__Task goal__:
For the word "Jules", give the number of lines in these entries that contain it, with nothing else.

__Supplied information__:
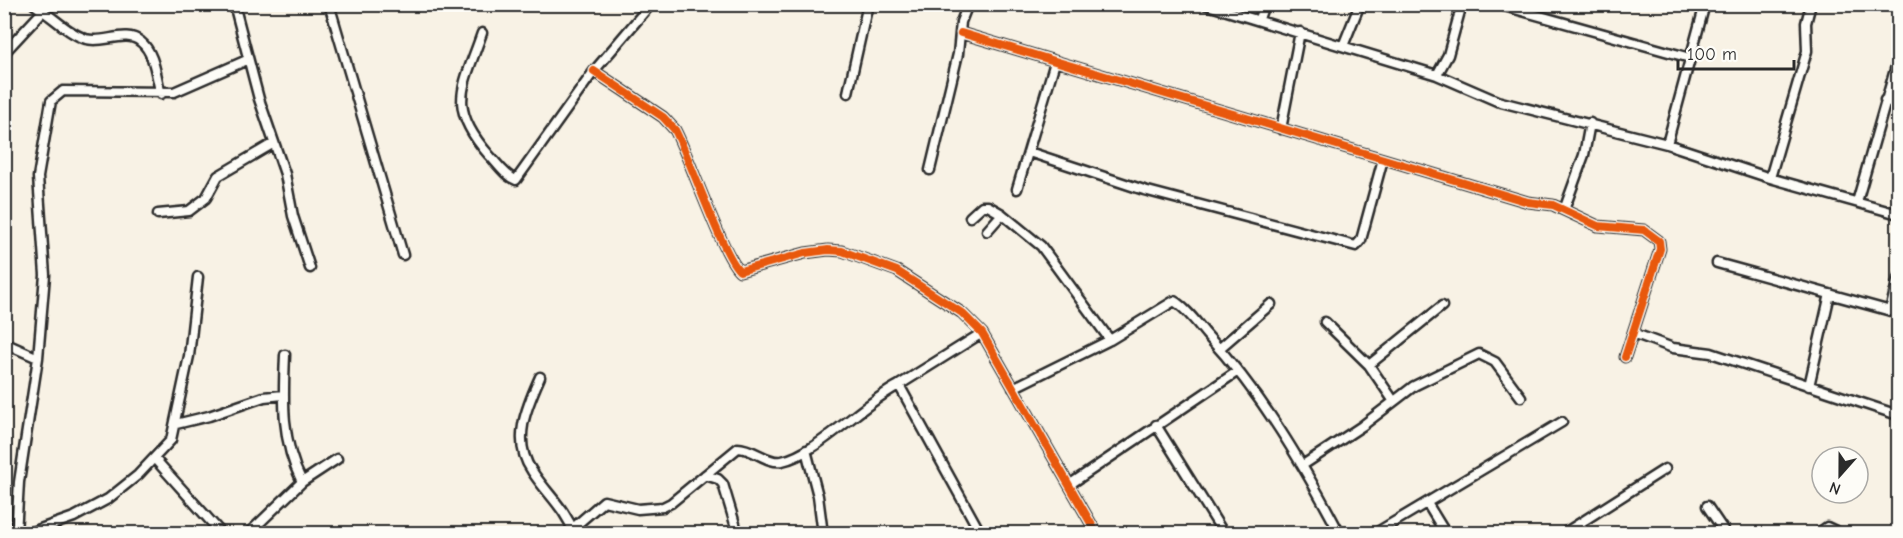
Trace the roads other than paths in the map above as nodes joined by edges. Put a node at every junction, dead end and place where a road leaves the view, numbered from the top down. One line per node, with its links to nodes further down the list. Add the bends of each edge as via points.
1 (34, 4): 14 (street)
2 (234, 4): 23 (street)
3 (329, 4): 47 (street)
4 (651, 4): 25 (street)
5 (868, 4): 27 (street)
6 (968, 4): 18 (street)
7 (1204, 4): 15 (street)
8 (1264, 4): 15 (street)
9 (1360, 4): 19 (street)
10 (1461, 4): 26 (street, via 1448,55)
11 (1497, 4): 21 (street)
12 (1705, 4): 21 (street)
13 (1811, 4): 38 (street, via 1806,51)
14 (46, 8): 20 (street); 28 (street, via 70,32 86,39 124,36 142,42 151,57)
15 (1259, 19): 16 (street)
16 (1300, 32): 19 (street); 32 (street)
17 (482, 33): 25 (street, via 462,92 462,115 475,139 513,179 519,178)
18 (961, 33): 24 (street); 37 (street)
19 (1343, 46): 26 (street)
20 (4, 53)
21 (1690, 58): 34 (street)
22 (1899, 59): 29 (street)
23 (247, 60): 28 (street, via 188,87); 33 (street)
24 (1054, 62): 32 (street); 35 (street)
25 (594, 71): 57 (street, via 663,117 675,130 740,271 805,253 842,251 897,271 962,313)
26 (1437, 75): 31 (street, via 1497,101)
27 (848, 93)
28 (161, 94): 64 (street, via 63,91 51,101 38,177 45,275)
29 (1885, 100): 30 (street); 40 (street)
30 (1899, 104)
31 (1590, 123): 34 (street); 41 (street, via 1584,155)
32 (1281, 129): 36 (street)
33 (274, 143): 42 (street, via 218,176 206,198 189,211); 49 (street)
34 (1667, 144): 38 (street)
35 (1029, 152): 36 (street, via 1144,190 1356,246); 39 (street)
36 (1383, 159): 41 (street)
37 (930, 170)
38 (1770, 178): 40 (street)
39 (1017, 189)
40 (1857, 202): 44 (street)
41 (1564, 210): 58 (street, via 1598,226 1644,230 1659,241 1653,274)
42 (158, 214)
43 (1002, 214): 45 (street, via 982,206); 46 (street); 59 (street, via 1041,246)
44 (1899, 214)
45 (970, 217)
46 (987, 231)
47 (403, 255)
48 (1717, 263): 52 (street)
49 (310, 268)
50 (198, 277): 76 (street)
51 (1899, 278): 55 (street)
52 (1830, 294): 55 (street); 69 (street)
53 (1271, 304): 61 (street)
54 (1442, 306): 65 (street)
55 (1894, 312)
56 (1325, 322): 65 (street)
57 (982, 333): 68 (street); 70 (street)
58 (1633, 333): 63 (street); 69 (street, via 1662,345 1711,353)
59 (1110, 340): 61 (street, via 1174,301); 70 (street)
60 (4, 343): 64 (street)
61 (1220, 348): 66 (street)
62 (285, 355): 71 (street)
63 (1625, 357)
64 (38, 358): 90 (street, via 19,482)
65 (1369, 365): 73 (street)
66 (1238, 371): 77 (street); 81 (street)
67 (540, 377): 88 (street, via 524,417 522,446 531,471 553,496)
68 (899, 386): 78 (street, via 882,394); 96 (street)
69 (1809, 386): 74 (street)
70 (1013, 388): 85 (street)
71 (284, 395): 76 (street, via 264,397 210,417); 84 (street, via 284,428)
72 (1521, 397): 73 (street, via 1495,362 1479,354)
73 (1393, 400): 81 (street)
74 (1899, 415)
75 (1562, 422): 86 (street)
76 (176, 424): 79 (street, via 171,440)
77 (1156, 425): 85 (street); 98 (street)
78 (806, 450): 83 (street, via 776,461 738,448); 95 (street)
79 (154, 458): 91 (street, via 108,499 74,517); 92 (street)
80 (337, 459): 84 (street)
81 (1303, 465): 99 (street)
82 (1665, 469): 102 (street)
83 (705, 475): 88 (street, via 663,507 638,509 601,502); 94 (street, via 723,484)
84 (302, 482): 93 (street)
85 (1069, 485): 97 (street)
86 (1427, 503): 100 (street); 101 (street)
87 (1707, 506): 89 (street)
88 (574, 531)
89 (1722, 532)
90 (16, 534)
91 (26, 534)
92 (222, 534)
93 (249, 534)
94 (738, 534)
95 (823, 534)
96 (981, 534)
97 (1097, 534)
98 (1224, 534)
99 (1341, 534)
100 (1374, 534)
101 (1446, 534)
102 (1563, 534)
103 (1817, 534): 104 (street, via 1827,527)
104 (1842, 534)

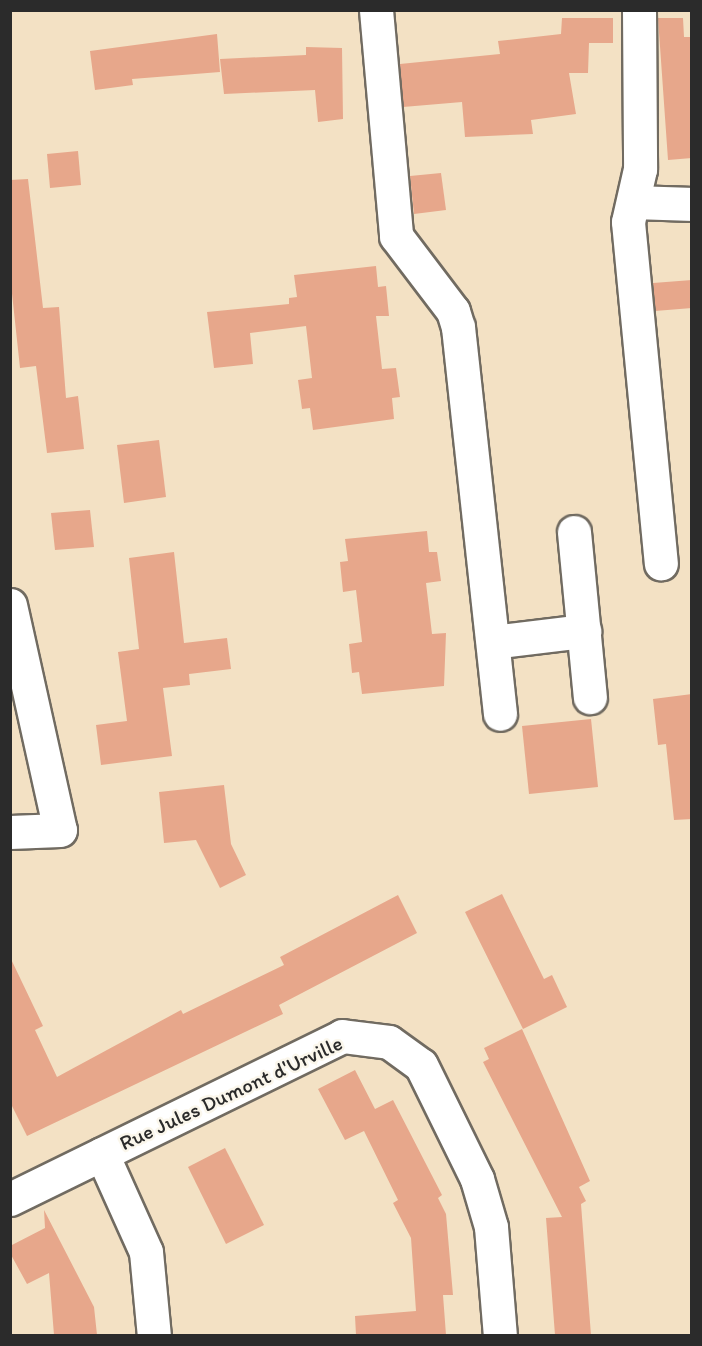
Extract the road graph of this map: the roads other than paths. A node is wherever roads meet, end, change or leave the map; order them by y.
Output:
1 (376, 10) edge
2 (639, 10) edge
3 (634, 202) junction
4 (692, 204) edge
5 (574, 532) dead end
6 (661, 563) dead end
7 (10, 605) edge
8 (584, 631) junction
9 (493, 642) junction
10 (590, 697) dead end
11 (500, 714) dead end
12 (10, 832) edge
13 (102, 1154) junction
14 (10, 1199) edge
15 (154, 1335) edge
16 (500, 1335) edge

1 - 9 street
2 - 3 street
3 - 4 street
3 - 6 street
5 - 8 street
7 - 12 street
8 - 9 street
8 - 10 street
9 - 11 street
13 - 14 street, Rue Jules Dumont d'Urville
13 - 15 street
13 - 16 street, Rue Jules Dumont d'Urville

__Solution to this problem__:
2